Pensando bem, acho que não adianta, porque uma hora teremos que voltar para casa, ninguém é besta de abandonar tamanha mordomia...
Tenho que me conformar e explicar isso ao meu irmão que é mais novo e ainda adolescente, ele está querendo sair de casa, a cada banho se revolta mais ainda...
Afinal água morna não é tão ruim assim!

Não vou mais dar conselhos, deixa ele ir bater a cabeça por aí , ver como a vida é dura, ter que procurar e até mesmo lutar por comida, tomar chuva,passar frio nos telhados e nas ruas, vai acabar voltando rapidinho...
Tentei fazer o mesmo,quando tinha a idade dele, mas não fiquei nem três horas fora de casa, voltei esfomeado e nunca mais fugi.
Só desapareço por um dia em último caso, isto é quando uma gatinha  muito especial aparece, e os outros gatos não percebem.
Nunca fui de disputar namorada na base da briga, se não “ganho” uma, logo outra aparece...
 Já estou velho para essas disputas bobas, quero mais é paz e sossego!

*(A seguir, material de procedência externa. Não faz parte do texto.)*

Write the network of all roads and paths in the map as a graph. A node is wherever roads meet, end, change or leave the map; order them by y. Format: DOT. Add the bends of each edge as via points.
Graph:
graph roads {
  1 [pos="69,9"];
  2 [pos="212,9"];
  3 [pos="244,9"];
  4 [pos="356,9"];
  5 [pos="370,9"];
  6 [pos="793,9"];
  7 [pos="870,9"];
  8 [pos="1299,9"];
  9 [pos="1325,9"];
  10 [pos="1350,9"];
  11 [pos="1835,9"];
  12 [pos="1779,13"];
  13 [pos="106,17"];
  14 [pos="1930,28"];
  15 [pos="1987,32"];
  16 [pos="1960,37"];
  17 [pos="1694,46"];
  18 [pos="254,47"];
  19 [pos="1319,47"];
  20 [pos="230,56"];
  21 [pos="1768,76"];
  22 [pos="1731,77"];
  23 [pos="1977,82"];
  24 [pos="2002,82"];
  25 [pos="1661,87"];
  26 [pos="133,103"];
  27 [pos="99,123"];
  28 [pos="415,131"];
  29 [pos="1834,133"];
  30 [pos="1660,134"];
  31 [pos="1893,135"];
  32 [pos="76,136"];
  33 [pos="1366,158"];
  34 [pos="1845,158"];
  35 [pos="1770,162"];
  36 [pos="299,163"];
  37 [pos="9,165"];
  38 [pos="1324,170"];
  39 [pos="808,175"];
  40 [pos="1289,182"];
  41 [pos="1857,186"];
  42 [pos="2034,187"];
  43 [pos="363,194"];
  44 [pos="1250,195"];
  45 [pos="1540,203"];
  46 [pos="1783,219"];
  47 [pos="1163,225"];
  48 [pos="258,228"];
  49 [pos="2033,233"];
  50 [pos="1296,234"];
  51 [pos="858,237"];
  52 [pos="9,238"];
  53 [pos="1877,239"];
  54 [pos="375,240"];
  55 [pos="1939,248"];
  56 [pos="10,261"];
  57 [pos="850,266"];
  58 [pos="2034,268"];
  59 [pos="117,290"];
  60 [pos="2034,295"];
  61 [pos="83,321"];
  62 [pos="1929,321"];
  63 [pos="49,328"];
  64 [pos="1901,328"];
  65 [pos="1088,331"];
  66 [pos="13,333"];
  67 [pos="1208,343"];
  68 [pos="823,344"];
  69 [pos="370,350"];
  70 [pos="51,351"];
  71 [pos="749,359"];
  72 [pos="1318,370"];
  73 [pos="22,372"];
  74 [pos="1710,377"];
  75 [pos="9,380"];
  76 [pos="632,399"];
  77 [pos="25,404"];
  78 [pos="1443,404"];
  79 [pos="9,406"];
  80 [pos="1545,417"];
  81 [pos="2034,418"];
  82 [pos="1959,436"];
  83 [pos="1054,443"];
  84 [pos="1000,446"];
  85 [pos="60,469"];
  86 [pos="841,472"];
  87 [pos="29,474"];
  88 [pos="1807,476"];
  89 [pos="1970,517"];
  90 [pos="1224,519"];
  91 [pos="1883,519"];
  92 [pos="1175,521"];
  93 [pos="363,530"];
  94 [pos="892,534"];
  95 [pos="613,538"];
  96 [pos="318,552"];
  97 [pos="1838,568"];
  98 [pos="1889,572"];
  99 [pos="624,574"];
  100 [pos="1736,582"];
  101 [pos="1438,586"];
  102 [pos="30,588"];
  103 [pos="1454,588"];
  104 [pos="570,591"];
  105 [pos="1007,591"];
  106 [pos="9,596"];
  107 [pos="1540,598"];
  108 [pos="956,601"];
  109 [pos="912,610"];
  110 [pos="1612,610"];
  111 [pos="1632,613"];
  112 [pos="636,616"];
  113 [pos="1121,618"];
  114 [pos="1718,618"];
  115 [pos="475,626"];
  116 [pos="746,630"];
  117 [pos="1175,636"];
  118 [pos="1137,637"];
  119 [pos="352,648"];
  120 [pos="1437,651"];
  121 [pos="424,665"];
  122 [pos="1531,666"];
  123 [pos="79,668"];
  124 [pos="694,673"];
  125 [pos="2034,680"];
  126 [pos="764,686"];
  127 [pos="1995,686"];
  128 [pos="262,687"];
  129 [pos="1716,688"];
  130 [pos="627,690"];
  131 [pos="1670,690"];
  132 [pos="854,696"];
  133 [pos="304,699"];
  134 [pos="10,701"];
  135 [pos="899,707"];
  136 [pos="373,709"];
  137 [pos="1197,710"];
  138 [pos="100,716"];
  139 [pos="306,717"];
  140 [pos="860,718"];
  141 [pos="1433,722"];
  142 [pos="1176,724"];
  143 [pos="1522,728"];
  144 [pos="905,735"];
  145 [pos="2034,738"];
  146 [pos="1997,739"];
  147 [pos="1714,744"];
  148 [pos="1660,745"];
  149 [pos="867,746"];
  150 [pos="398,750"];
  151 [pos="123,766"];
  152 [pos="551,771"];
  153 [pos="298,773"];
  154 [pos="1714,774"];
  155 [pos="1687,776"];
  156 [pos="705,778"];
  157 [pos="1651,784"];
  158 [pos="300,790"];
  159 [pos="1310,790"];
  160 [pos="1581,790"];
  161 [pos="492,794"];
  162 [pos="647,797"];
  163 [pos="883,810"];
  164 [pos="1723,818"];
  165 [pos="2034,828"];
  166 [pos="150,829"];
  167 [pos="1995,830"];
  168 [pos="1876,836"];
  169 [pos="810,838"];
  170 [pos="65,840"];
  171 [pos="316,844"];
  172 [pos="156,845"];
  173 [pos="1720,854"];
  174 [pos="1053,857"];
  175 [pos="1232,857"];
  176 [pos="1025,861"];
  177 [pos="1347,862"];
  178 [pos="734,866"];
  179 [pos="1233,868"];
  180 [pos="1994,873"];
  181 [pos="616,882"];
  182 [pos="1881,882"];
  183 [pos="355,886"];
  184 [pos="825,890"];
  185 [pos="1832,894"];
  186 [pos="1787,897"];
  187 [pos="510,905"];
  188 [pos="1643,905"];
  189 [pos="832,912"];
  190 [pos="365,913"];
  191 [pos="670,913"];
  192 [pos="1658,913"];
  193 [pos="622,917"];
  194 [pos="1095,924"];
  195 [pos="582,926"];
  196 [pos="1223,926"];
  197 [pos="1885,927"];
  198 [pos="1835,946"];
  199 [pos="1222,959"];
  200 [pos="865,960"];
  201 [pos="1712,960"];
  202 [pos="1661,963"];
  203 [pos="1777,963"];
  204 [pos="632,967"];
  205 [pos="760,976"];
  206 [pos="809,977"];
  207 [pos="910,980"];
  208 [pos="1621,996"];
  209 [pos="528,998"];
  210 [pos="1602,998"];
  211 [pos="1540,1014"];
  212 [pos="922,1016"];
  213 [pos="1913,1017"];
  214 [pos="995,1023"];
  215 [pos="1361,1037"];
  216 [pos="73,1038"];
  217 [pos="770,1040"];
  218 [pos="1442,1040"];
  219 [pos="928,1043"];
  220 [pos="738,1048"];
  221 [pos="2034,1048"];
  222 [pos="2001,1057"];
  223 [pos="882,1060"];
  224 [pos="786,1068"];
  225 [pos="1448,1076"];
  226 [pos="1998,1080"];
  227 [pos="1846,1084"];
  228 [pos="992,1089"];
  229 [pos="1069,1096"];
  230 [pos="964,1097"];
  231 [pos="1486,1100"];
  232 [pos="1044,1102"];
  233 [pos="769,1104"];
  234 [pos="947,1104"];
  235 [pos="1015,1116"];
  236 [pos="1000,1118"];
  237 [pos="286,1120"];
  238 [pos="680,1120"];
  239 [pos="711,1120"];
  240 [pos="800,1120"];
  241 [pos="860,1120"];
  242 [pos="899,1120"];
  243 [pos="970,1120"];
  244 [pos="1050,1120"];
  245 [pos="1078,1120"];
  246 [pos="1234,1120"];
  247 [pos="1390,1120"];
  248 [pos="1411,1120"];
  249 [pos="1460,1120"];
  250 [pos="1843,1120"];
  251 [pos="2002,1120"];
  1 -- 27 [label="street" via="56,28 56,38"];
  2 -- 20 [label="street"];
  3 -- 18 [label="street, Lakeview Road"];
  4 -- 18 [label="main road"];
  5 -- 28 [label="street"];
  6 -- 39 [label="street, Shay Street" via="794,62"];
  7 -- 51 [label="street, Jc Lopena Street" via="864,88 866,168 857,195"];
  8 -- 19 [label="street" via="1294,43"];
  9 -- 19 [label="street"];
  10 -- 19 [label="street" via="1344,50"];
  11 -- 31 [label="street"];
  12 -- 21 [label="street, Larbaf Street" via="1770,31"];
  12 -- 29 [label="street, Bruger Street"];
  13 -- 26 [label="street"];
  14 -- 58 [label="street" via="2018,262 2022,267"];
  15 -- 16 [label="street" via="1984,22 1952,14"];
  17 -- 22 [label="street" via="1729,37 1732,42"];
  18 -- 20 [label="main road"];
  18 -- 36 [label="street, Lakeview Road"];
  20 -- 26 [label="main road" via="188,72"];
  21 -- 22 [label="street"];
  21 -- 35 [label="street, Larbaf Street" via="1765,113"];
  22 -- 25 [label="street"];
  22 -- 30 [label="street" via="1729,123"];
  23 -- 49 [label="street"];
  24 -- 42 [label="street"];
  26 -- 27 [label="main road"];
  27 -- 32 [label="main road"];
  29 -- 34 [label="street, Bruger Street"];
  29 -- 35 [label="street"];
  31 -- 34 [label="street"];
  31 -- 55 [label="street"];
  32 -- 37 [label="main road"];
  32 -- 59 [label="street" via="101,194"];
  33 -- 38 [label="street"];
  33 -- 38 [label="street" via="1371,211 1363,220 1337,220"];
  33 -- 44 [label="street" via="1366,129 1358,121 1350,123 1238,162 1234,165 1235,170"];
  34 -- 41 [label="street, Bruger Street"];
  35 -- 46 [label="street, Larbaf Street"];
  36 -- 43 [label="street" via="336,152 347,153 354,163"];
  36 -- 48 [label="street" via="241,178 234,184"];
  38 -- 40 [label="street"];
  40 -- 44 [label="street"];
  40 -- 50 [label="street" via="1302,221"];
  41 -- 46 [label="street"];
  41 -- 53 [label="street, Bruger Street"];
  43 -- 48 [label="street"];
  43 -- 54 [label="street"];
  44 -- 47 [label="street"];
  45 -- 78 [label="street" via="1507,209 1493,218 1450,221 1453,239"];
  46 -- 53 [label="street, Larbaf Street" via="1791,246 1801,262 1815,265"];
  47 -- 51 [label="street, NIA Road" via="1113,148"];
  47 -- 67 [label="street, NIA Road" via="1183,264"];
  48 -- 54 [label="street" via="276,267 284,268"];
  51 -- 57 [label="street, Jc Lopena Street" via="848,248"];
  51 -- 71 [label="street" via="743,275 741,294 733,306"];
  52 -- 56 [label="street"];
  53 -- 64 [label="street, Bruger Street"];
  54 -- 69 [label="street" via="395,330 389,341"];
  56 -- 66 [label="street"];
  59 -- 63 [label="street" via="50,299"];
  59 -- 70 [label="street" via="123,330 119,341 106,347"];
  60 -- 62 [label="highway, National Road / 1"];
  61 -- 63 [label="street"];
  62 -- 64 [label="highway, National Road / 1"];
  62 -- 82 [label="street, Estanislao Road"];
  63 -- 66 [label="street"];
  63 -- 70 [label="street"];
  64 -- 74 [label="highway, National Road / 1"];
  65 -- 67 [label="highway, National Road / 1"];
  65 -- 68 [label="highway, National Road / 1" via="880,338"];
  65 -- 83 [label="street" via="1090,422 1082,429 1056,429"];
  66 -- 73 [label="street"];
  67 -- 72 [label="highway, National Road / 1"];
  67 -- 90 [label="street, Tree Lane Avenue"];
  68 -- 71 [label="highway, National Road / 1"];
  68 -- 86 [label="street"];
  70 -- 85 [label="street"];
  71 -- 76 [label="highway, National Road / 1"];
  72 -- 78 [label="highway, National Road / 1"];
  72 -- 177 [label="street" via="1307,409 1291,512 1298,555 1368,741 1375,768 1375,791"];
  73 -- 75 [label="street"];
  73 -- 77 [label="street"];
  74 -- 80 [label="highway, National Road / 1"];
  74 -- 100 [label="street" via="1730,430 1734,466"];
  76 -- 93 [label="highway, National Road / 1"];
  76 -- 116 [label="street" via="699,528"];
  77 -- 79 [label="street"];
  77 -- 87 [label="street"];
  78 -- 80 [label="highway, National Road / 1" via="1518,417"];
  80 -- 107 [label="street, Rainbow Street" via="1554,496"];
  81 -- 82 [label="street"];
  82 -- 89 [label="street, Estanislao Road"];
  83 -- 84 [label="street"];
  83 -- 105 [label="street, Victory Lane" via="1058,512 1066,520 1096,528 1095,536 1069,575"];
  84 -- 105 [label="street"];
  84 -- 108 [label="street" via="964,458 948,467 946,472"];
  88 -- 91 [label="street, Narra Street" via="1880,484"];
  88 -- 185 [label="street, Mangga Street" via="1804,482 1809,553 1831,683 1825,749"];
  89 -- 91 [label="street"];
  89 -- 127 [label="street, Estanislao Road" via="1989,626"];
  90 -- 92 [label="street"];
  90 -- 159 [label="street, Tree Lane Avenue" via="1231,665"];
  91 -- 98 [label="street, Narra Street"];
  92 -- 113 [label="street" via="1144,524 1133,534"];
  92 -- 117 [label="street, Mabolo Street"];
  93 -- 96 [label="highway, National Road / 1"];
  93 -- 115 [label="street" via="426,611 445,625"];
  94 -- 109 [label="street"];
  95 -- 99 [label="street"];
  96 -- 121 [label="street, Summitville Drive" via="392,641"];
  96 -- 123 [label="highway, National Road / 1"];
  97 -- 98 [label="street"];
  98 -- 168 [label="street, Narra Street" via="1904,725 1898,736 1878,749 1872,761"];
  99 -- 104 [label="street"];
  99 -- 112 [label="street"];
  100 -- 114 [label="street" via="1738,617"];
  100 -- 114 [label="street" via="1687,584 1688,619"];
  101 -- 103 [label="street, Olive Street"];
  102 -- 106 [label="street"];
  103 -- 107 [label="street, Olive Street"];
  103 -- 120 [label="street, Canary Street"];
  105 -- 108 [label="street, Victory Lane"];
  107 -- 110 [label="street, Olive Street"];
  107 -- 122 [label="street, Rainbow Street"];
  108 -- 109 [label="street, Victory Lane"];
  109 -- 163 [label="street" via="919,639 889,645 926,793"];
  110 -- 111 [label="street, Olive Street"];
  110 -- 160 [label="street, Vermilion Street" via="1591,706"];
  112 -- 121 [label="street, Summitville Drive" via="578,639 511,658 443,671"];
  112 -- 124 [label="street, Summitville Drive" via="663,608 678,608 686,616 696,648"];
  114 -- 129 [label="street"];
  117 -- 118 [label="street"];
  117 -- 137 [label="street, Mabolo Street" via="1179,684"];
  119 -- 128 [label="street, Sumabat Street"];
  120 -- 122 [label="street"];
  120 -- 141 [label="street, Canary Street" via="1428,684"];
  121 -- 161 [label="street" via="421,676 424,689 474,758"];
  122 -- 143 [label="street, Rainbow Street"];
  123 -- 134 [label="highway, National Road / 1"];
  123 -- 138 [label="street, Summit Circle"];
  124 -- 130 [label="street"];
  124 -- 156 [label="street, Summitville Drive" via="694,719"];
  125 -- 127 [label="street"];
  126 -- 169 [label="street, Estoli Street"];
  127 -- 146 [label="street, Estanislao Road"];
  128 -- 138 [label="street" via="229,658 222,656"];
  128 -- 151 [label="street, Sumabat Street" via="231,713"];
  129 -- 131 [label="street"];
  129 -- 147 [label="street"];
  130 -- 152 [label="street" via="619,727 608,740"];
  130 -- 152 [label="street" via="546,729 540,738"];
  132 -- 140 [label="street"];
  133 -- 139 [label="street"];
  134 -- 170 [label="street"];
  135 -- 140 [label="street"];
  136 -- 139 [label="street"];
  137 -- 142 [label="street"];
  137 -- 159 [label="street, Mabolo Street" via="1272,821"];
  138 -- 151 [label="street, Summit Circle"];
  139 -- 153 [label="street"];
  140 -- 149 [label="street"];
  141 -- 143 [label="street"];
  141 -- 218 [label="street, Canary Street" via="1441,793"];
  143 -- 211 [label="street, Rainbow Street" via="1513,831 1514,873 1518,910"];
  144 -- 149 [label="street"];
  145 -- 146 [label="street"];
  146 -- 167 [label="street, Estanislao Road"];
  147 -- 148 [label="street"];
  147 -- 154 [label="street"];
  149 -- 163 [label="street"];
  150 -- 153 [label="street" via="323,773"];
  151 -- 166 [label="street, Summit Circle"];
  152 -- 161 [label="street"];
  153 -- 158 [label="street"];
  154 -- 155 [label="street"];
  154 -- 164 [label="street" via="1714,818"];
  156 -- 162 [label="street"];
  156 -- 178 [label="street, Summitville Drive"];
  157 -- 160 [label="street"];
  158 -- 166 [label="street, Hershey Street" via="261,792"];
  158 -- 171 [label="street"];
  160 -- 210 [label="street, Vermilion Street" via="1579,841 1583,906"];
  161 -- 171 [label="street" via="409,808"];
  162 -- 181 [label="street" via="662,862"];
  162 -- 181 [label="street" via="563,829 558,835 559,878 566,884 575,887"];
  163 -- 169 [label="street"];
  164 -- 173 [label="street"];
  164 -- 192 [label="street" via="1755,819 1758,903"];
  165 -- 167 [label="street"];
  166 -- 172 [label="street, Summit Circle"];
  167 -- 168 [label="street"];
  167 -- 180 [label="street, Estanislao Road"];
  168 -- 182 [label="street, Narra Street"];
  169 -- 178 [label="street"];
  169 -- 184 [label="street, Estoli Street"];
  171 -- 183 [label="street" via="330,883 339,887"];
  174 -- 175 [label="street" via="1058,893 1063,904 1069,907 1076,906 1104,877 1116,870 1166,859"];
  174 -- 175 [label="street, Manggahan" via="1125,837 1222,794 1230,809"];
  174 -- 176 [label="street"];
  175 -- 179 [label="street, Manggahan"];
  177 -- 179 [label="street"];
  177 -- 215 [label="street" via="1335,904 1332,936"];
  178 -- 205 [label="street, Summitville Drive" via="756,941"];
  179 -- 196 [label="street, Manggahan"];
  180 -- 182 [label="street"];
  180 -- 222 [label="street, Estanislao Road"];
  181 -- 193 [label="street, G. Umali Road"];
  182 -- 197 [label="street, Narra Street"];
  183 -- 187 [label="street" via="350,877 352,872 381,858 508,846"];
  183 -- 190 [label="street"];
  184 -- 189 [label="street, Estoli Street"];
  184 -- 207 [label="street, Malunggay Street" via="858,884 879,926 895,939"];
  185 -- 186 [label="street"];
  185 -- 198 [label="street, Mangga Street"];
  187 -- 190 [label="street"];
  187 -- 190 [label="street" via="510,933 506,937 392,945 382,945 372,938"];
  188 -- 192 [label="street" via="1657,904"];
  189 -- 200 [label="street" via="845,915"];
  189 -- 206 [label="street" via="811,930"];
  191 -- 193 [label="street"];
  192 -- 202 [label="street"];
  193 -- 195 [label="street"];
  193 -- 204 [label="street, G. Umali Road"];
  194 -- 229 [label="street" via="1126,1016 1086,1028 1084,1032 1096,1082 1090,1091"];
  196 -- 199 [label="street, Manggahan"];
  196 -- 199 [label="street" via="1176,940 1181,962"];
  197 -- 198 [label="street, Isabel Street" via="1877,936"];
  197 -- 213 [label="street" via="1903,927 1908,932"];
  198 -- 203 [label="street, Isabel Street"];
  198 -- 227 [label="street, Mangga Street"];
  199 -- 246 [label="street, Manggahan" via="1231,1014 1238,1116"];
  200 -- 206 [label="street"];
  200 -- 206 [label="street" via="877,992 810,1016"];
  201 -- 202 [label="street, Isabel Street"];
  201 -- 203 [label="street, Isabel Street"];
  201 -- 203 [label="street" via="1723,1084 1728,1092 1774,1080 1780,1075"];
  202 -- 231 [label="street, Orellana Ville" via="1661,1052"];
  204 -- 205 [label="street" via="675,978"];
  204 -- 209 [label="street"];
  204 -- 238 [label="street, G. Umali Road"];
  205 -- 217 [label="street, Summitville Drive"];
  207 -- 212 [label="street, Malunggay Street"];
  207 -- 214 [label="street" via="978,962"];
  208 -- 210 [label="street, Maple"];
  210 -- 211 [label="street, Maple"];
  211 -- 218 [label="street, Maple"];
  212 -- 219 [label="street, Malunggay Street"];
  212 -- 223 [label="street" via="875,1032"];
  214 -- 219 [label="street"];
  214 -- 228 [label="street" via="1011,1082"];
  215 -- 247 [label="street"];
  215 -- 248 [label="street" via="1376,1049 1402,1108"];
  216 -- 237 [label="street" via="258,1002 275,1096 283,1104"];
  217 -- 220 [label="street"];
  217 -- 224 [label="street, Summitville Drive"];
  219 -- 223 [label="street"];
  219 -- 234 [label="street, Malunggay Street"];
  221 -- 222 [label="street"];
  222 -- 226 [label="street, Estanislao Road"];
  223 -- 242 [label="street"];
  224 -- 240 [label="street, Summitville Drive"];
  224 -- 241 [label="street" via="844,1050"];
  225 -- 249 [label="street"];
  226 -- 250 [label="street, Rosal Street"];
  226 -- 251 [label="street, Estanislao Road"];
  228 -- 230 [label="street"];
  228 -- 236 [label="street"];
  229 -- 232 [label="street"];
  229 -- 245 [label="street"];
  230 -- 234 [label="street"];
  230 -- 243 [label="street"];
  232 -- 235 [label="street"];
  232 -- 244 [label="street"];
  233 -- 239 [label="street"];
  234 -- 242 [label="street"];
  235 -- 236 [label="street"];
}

Não sei quem foi que disse que gato come ratos, só pode ser obra de quem não conhece gatos, somos muito seletivos e limpissimos jamais comeríamos um bicho tão imundo como esse, nós apenas os matamos
para  preservar o meio ambiente mais limpo...
Escutei o barulho do carro, minha dona acaba de sair, será que hoje vai fazer compras na peixaria, tomara que sim, faz tempo que só como carne, estou ficando enjoado,e caçar passarinhos me estressa e desgasta, não vale a pena tanto esforço por tão pouco...
Vou dormir mais um pouco, parar de filosofar e reclamar da vida, este sol está tão gostoso...
 
 
 
M.H.P.M.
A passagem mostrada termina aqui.